• [PROBLEM DETAILS]: Only the lines holding "roads" are wanted. Copy every one from the records below.

Excerpts from a dataset:

+ + +

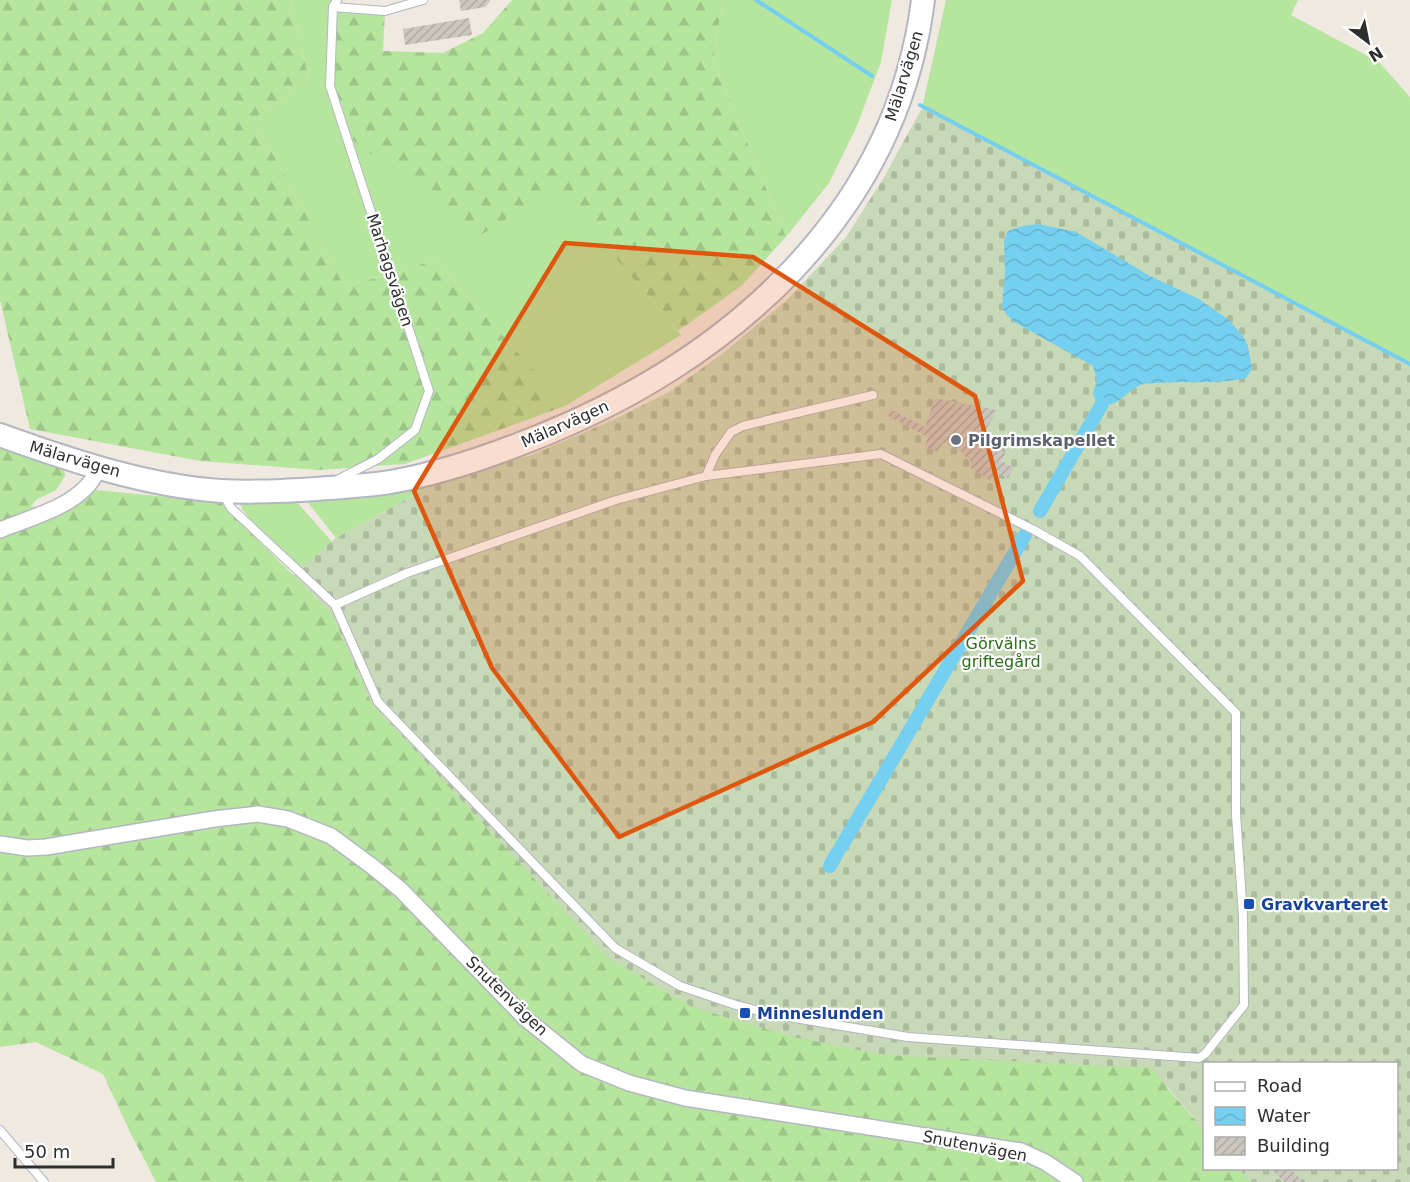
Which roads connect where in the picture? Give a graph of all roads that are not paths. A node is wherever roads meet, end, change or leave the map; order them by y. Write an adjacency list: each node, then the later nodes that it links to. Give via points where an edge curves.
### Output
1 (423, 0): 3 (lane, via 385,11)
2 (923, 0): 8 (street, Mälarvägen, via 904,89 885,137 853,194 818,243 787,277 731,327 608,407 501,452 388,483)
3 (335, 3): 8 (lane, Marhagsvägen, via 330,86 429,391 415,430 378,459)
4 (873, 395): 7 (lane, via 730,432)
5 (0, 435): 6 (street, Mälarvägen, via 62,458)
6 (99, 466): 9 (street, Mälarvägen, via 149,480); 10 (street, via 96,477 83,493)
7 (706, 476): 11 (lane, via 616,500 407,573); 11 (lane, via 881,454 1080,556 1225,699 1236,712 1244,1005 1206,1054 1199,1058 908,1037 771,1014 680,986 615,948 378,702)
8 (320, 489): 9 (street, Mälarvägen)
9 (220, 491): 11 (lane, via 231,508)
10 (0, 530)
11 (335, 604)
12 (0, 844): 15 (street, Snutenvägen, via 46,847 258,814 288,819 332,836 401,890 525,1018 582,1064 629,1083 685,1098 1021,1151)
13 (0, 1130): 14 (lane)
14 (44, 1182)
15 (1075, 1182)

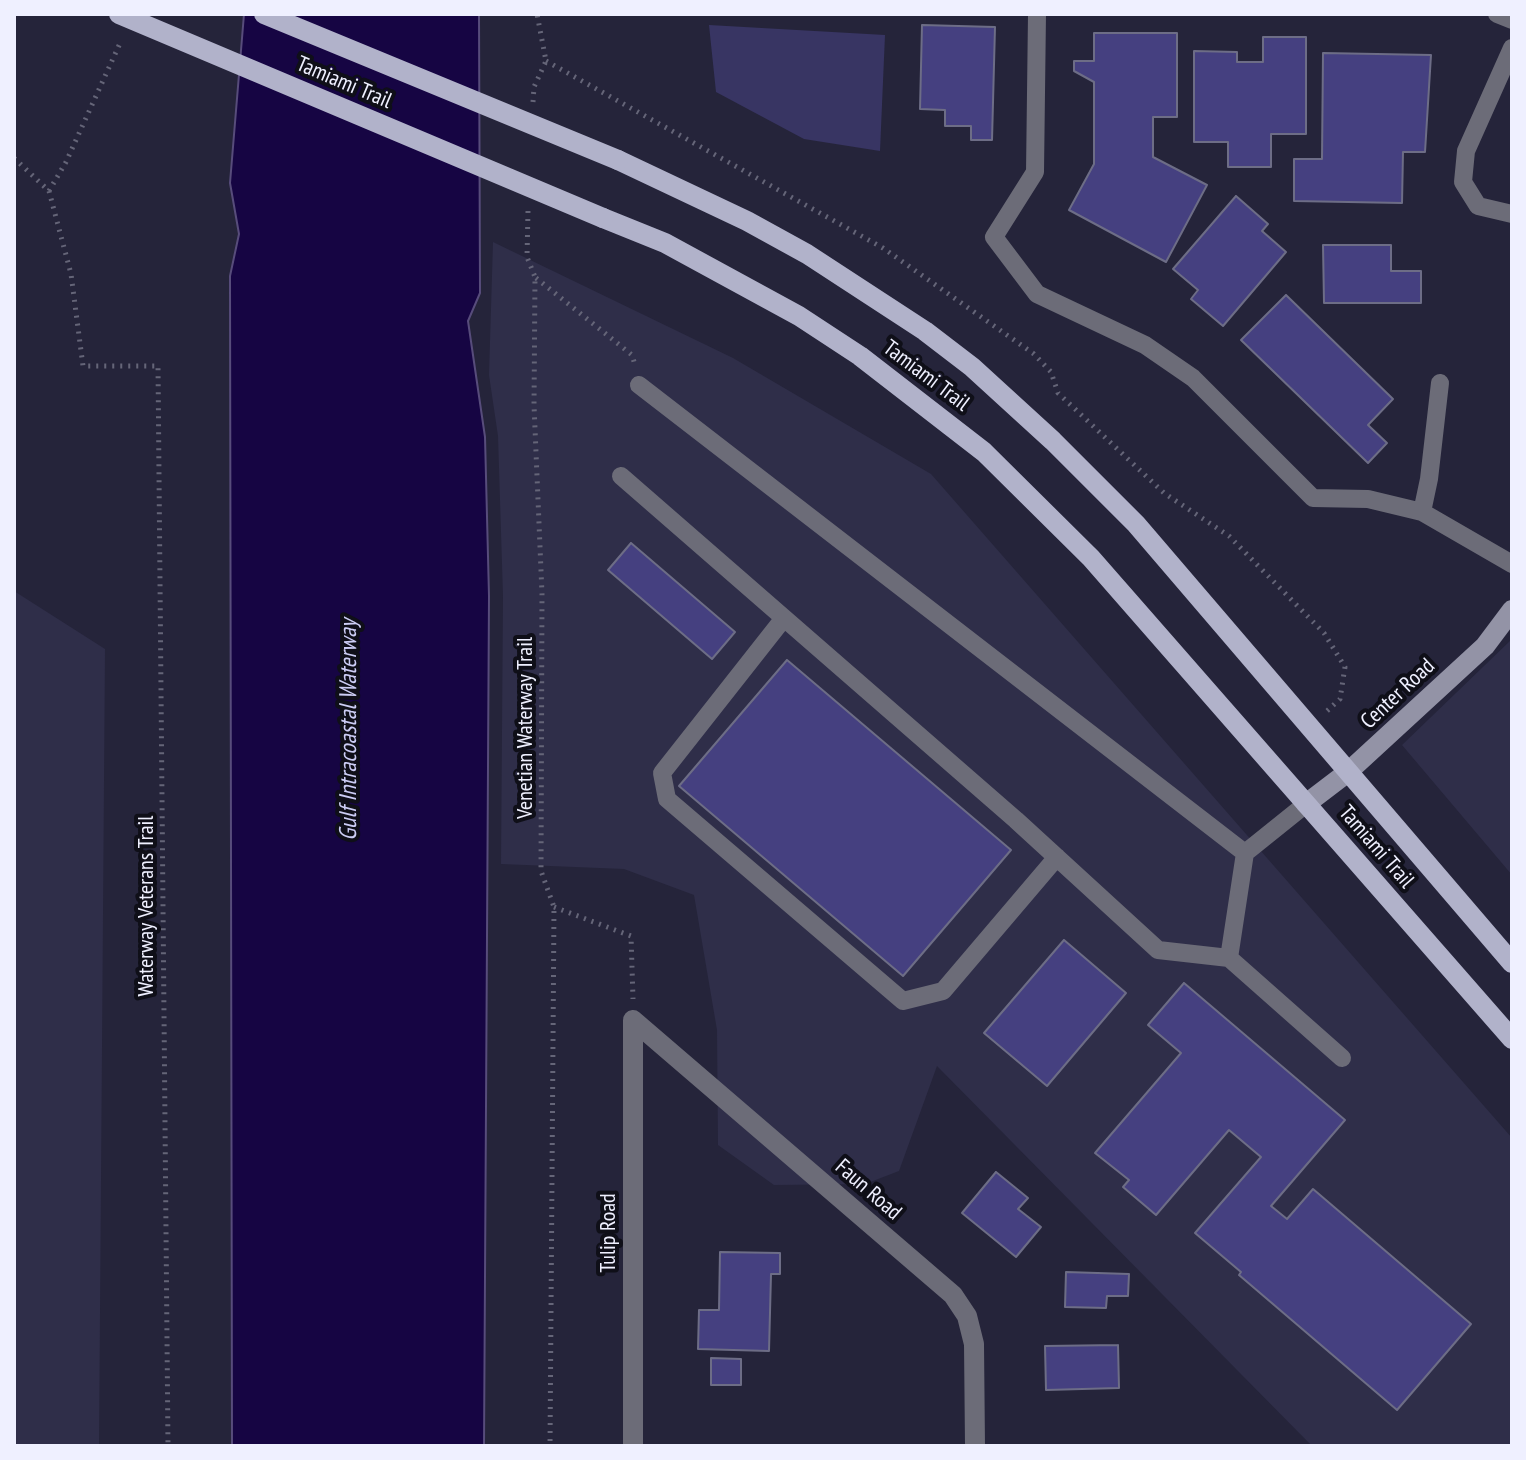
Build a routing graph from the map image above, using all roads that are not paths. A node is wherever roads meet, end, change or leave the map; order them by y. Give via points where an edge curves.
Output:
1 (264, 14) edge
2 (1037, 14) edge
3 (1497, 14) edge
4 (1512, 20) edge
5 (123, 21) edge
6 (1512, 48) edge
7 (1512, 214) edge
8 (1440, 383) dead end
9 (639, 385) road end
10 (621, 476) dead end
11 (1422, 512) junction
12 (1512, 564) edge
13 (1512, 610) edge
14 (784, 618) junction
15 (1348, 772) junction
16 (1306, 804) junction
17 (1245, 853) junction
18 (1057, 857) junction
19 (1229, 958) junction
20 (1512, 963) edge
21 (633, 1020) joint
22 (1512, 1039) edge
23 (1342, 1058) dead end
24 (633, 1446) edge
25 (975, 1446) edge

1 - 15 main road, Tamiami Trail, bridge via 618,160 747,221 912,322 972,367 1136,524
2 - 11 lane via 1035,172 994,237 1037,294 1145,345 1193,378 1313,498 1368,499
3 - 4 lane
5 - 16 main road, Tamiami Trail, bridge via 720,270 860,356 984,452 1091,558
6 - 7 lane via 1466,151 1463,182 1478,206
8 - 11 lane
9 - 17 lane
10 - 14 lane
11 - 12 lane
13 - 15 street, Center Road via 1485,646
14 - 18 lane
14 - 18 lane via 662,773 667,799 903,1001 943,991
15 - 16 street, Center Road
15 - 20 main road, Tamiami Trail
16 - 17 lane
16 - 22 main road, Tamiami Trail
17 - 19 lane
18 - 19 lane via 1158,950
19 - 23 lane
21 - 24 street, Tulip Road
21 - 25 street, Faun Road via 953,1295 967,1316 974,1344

+ + +

• [EXERCISE ANSWER]:
Which roads connect where in the picture? Give a graph of all roads that are not paths. A node is wherever roads meet, end, change or leave the map; order them by y. Write an adjacency list: each node, then the later nodes that it links to. Give via points where an edge curves.
Build a routing graph from the map image above, using all roads that are not paths. A node is wherever roads meet, end, change or leave the map; order them by y. Give via points where an edge curves.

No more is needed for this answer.